Copy out each line of the material that includes the word "Ridgefield".

:::

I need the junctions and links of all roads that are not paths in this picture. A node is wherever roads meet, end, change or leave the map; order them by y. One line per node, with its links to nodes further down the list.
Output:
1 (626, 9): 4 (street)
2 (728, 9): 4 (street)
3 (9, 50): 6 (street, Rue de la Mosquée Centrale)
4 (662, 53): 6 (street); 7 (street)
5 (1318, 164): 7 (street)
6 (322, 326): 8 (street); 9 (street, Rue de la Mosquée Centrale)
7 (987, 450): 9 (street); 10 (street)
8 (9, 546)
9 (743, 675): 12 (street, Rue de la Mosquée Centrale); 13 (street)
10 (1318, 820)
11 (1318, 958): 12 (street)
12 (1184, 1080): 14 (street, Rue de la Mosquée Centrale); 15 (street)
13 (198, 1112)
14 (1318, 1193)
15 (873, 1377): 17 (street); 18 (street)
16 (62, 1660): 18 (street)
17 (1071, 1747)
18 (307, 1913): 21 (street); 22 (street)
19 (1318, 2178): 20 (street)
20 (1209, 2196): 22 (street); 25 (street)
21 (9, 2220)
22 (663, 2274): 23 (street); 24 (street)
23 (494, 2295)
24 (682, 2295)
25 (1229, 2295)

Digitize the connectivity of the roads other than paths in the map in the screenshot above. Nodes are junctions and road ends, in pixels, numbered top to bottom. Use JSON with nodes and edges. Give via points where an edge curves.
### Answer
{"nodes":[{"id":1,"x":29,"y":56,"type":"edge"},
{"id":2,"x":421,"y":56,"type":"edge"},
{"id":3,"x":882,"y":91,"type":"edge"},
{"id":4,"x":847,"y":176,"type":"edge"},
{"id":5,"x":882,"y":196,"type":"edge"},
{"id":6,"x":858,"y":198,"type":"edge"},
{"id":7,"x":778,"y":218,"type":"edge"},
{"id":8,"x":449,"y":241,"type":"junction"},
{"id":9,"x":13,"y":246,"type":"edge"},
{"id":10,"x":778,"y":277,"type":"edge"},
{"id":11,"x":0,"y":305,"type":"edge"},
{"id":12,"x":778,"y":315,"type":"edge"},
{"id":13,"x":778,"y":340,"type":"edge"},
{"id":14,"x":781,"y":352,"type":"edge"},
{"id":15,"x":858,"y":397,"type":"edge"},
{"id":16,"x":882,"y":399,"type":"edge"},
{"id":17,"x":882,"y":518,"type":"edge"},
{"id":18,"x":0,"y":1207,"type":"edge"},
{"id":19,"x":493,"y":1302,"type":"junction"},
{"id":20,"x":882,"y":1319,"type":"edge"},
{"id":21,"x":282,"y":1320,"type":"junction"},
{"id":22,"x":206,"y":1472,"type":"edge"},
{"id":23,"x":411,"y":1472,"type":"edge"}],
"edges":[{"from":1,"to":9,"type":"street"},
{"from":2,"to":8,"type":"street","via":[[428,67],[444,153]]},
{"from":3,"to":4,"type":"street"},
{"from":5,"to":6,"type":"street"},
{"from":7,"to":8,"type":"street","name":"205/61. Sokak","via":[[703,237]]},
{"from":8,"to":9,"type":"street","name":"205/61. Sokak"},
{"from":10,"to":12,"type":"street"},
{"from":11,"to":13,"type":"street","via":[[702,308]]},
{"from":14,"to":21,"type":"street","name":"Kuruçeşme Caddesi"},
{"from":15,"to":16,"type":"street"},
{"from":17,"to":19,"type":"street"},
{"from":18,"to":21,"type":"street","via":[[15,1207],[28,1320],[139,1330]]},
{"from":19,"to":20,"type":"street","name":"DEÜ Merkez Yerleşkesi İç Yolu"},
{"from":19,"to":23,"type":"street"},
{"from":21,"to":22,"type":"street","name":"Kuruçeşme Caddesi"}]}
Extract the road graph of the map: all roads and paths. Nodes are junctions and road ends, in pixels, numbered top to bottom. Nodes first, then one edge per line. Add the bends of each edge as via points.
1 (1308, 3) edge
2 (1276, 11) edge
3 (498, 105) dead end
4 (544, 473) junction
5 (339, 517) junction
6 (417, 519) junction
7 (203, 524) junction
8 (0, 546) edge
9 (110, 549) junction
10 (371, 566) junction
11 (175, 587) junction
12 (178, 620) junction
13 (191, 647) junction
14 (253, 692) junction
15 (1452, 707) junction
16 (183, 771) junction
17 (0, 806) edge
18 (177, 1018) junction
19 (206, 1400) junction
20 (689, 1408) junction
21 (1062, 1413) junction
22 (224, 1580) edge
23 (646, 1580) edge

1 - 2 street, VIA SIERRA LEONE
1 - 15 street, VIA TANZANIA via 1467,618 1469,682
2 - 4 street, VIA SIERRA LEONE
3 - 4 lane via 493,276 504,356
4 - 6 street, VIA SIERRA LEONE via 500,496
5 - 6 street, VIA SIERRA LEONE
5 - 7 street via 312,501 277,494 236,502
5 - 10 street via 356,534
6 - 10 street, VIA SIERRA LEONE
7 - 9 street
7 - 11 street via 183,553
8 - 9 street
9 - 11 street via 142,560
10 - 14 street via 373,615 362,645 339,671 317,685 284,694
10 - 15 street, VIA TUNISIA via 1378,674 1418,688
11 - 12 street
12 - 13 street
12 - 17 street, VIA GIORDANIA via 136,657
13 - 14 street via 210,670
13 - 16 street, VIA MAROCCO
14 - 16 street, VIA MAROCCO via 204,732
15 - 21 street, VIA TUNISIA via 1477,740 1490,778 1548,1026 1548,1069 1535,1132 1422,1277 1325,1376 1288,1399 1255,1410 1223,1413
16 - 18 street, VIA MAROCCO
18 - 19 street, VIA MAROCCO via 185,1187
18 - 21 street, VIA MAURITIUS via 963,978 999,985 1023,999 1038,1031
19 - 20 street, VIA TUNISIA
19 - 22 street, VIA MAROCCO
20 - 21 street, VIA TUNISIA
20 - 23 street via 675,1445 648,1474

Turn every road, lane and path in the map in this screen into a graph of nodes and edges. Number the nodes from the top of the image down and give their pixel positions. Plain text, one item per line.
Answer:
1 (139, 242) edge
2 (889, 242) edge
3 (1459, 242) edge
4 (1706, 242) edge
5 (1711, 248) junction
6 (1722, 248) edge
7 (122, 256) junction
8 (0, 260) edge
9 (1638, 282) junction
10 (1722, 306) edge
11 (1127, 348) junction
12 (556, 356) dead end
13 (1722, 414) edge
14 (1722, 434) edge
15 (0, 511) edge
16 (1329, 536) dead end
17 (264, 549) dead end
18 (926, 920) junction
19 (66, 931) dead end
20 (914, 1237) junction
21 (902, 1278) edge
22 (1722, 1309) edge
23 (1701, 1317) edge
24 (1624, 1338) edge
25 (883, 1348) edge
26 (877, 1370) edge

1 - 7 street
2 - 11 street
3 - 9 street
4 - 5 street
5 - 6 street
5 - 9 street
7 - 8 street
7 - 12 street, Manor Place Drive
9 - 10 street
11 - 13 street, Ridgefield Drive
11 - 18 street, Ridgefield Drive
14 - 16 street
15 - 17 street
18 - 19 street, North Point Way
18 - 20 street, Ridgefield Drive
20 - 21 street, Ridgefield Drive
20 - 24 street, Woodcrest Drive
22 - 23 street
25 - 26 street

:::

- [EXERCISE ANSWER]:
11 - 13 street, Ridgefield Drive
11 - 18 street, Ridgefield Drive
18 - 20 street, Ridgefield Drive
20 - 21 street, Ridgefield Drive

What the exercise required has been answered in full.